*** Data records

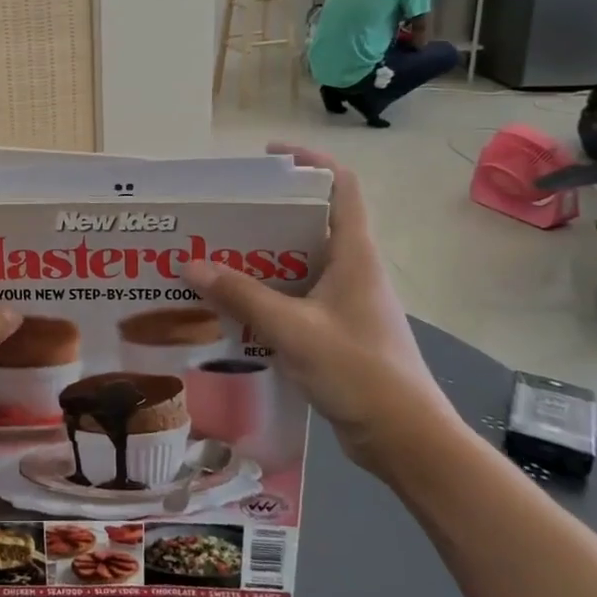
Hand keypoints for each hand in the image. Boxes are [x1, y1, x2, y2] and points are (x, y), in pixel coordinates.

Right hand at [184, 143, 464, 479]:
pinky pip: (294, 298)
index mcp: (353, 254)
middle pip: (310, 222)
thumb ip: (242, 296)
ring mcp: (345, 302)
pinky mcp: (335, 331)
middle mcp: (351, 269)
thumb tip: (191, 264)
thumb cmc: (358, 371)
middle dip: (267, 214)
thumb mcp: (293, 329)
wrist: (405, 439)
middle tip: (222, 214)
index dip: (310, 161)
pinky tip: (231, 306)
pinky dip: (265, 295)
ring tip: (215, 256)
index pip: (341, 186)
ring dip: (261, 258)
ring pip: (299, 264)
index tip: (268, 157)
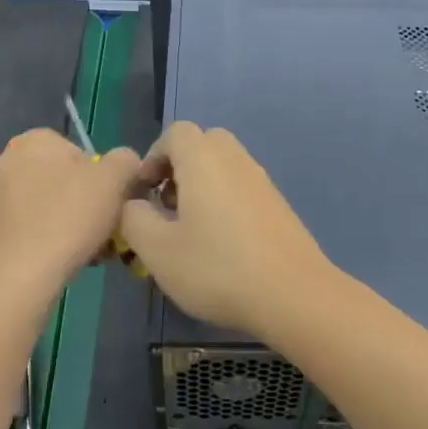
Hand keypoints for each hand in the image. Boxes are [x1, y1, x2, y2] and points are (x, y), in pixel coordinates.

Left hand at [0, 129, 142, 301]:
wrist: (22, 274)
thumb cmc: (70, 218)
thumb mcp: (115, 179)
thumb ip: (126, 160)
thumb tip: (125, 163)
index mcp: (35, 139)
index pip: (83, 152)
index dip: (105, 179)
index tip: (112, 204)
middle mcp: (7, 158)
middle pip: (65, 178)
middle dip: (87, 201)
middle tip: (104, 228)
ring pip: (50, 203)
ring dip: (71, 220)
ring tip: (90, 248)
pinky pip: (32, 224)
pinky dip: (50, 235)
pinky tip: (65, 256)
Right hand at [120, 122, 333, 337]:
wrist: (294, 295)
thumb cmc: (218, 269)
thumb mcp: (157, 250)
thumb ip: (134, 219)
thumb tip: (134, 205)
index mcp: (204, 160)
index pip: (176, 133)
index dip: (153, 157)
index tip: (144, 193)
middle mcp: (237, 161)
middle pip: (204, 145)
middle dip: (179, 168)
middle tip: (166, 206)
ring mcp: (264, 183)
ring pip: (226, 168)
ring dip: (202, 188)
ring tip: (190, 230)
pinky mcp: (280, 208)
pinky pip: (244, 190)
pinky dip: (226, 203)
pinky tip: (222, 246)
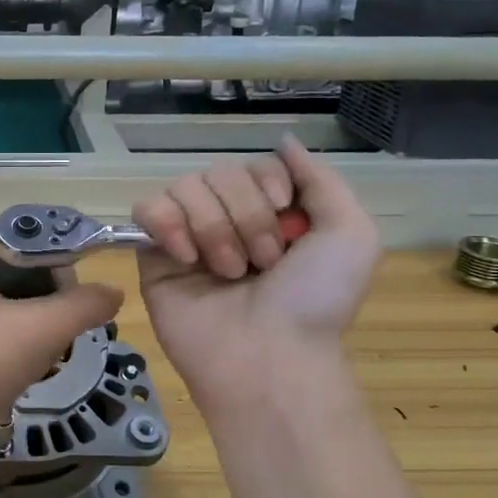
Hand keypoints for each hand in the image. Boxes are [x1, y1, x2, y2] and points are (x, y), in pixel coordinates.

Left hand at [0, 236, 123, 468]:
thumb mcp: (42, 328)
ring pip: (24, 305)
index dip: (61, 270)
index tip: (73, 304)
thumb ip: (86, 303)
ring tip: (45, 356)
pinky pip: (9, 331)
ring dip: (44, 331)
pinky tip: (30, 369)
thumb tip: (115, 292)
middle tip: (56, 336)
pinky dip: (27, 348)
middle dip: (53, 306)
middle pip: (32, 274)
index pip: (35, 242)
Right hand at [133, 137, 379, 400]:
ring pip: (186, 186)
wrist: (269, 357)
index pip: (255, 165)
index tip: (285, 217)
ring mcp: (188, 237)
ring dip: (214, 227)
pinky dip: (167, 223)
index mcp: (271, 215)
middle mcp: (228, 221)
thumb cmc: (315, 301)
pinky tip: (186, 257)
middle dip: (247, 215)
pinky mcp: (153, 255)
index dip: (268, 183)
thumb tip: (284, 141)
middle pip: (220, 172)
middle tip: (262, 263)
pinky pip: (147, 208)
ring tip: (229, 273)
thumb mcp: (351, 235)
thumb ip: (321, 179)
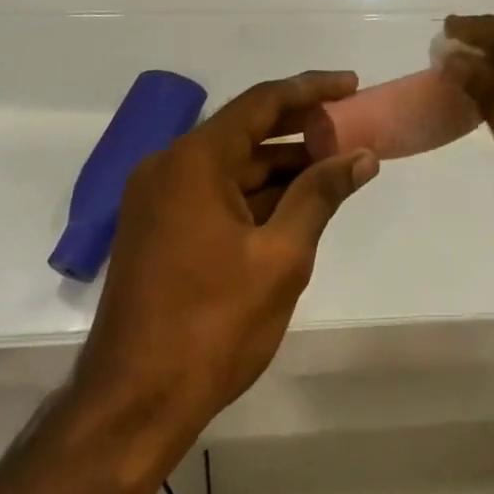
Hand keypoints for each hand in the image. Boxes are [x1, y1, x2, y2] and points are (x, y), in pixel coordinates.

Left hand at [76, 73, 378, 431]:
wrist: (130, 408)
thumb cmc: (211, 327)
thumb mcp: (280, 258)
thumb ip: (320, 195)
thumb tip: (362, 156)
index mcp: (195, 160)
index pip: (262, 103)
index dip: (311, 90)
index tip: (351, 85)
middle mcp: (170, 165)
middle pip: (245, 129)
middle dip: (299, 129)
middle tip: (349, 127)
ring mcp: (158, 198)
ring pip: (231, 164)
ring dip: (279, 164)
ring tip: (333, 166)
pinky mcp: (157, 227)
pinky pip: (214, 191)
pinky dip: (254, 193)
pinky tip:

******

Reproduce exactly the lines above from the line with "index pip: (176, 133)" to the line with "pinky dip: (226, 203)", including both, and add nothing.

index pip: (176, 133)
index dip: (153, 157)
index tip: (144, 193)
middle mcp: (237, 161)
middle pip: (204, 145)
middle dip: (179, 168)
middle tip: (166, 206)
ring mcp: (264, 183)
ring pip: (226, 168)
ring dip: (202, 188)
ring tip: (190, 230)
pinky mcp: (280, 208)
pinky pip: (244, 190)
pinky dip: (226, 203)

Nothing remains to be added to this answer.